We had our first failed cycle two weeks ago tomorrow.. well that was when I started bleeding, and then did the test on the Friday and BFN. I cried a bit on the Tuesday and Wednesday and then decided we would try again straight away and sort of 'got on' with things and never really looked back.
I don't know if it was going back to acupuncture on Saturday but I suddenly feel terribly terribly sad. The news events at the weekends made me more sad - anything sad made me sadder tbh. I then dreamt Friday and Saturday nights I had a baby and felt EVEN sadder Sunday morning. Gradually lost more and more mojo over yesterday and yesterday evening just ended up in floods of tears uncontrollable crying, basically because my OH didnt fancy a bit of nookie, felt so rejected and ..well sad!
Didnt really sleep at all last night and already cried twice this morning for absolutely no reason. I can cry at the drop of a hat. I feel so blue, have no energy and basically just want to sit and cry.
Appreciate thats a lot of crying and sadness!
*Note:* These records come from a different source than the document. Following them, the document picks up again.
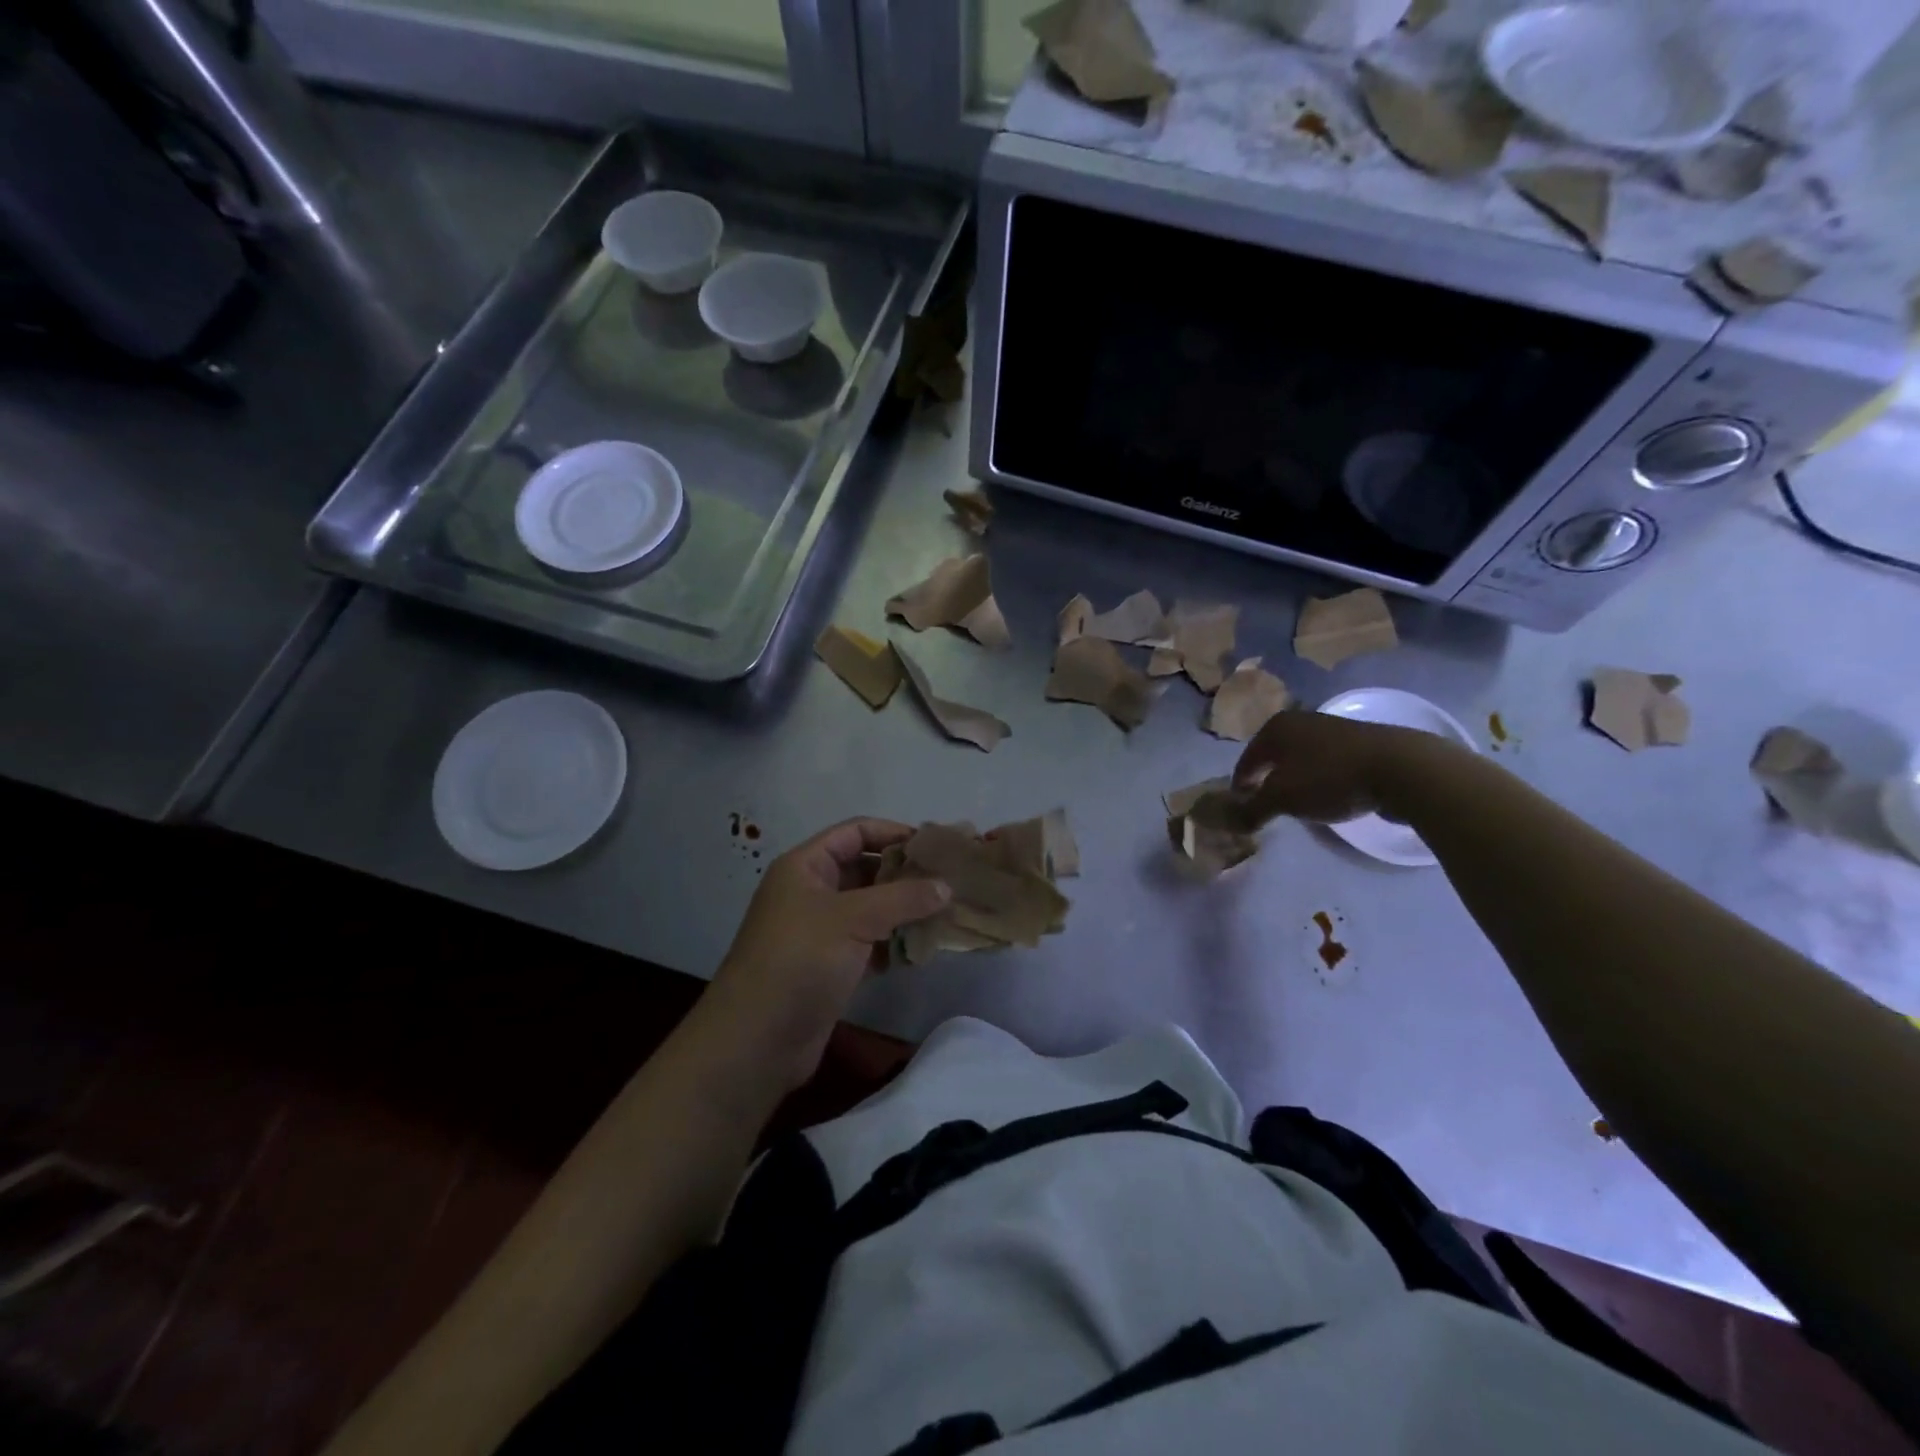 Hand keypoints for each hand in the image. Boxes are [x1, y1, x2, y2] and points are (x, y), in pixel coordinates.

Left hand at [701, 819, 949, 1095]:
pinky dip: (893, 943)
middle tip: (949, 882)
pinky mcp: (830, 965)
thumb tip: (946, 886)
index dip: (894, 833)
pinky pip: (869, 942)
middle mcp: (812, 892)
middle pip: (865, 868)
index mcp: (806, 867)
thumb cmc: (799, 961)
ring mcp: (820, 931)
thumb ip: (903, 898)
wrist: (755, 1041)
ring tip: (944, 915)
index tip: (935, 846)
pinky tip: (920, 951)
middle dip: (905, 874)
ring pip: (870, 908)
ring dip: (903, 910)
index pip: (855, 832)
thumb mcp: (853, 919)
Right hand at [1232, 710, 1437, 824]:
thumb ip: (1253, 810)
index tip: (1240, 809)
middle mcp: (1300, 720)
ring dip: (1295, 779)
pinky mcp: (1360, 741)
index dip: (1241, 786)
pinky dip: (1321, 778)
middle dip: (1267, 781)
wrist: (1400, 767)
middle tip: (1267, 806)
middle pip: (1273, 757)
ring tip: (1299, 803)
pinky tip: (1329, 795)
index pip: (1246, 761)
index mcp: (1275, 728)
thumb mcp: (1282, 798)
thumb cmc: (1329, 778)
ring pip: (1301, 758)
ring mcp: (1332, 728)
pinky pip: (1327, 762)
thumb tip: (1233, 822)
Do you think this is hormonal or just reality sinking in and completely normal just slightly delayed? I hate feeling like this!
I have a counselling appt booked but first one available was 14th Nov so a while away yet..
Oh hunny I'm sorry your feeling so sad. It is good to let it all out tho. I think maybe it could be a bit of both really hormones and reality. I'm glad you have a counselling appointment booked it really does help. Sending you love and hugs xxx
Oh I’m so sorry this has hit you like this now. I just want to say though if what you describe isn’t normal then neither am I! I have been exactly the same on and off after a couple of failed cycles. Some days I can face the world and others I just can’t stop crying. I think it’s definitely a mixture of hormones and just basically going through a bloody hard time.
Allow yourself to feel the feelings and process it all and just celebrate the good days, over time they will become more frequent than the down days.
Sorry you feel the same, its painful isn't it.. I am normally such an upbeat person.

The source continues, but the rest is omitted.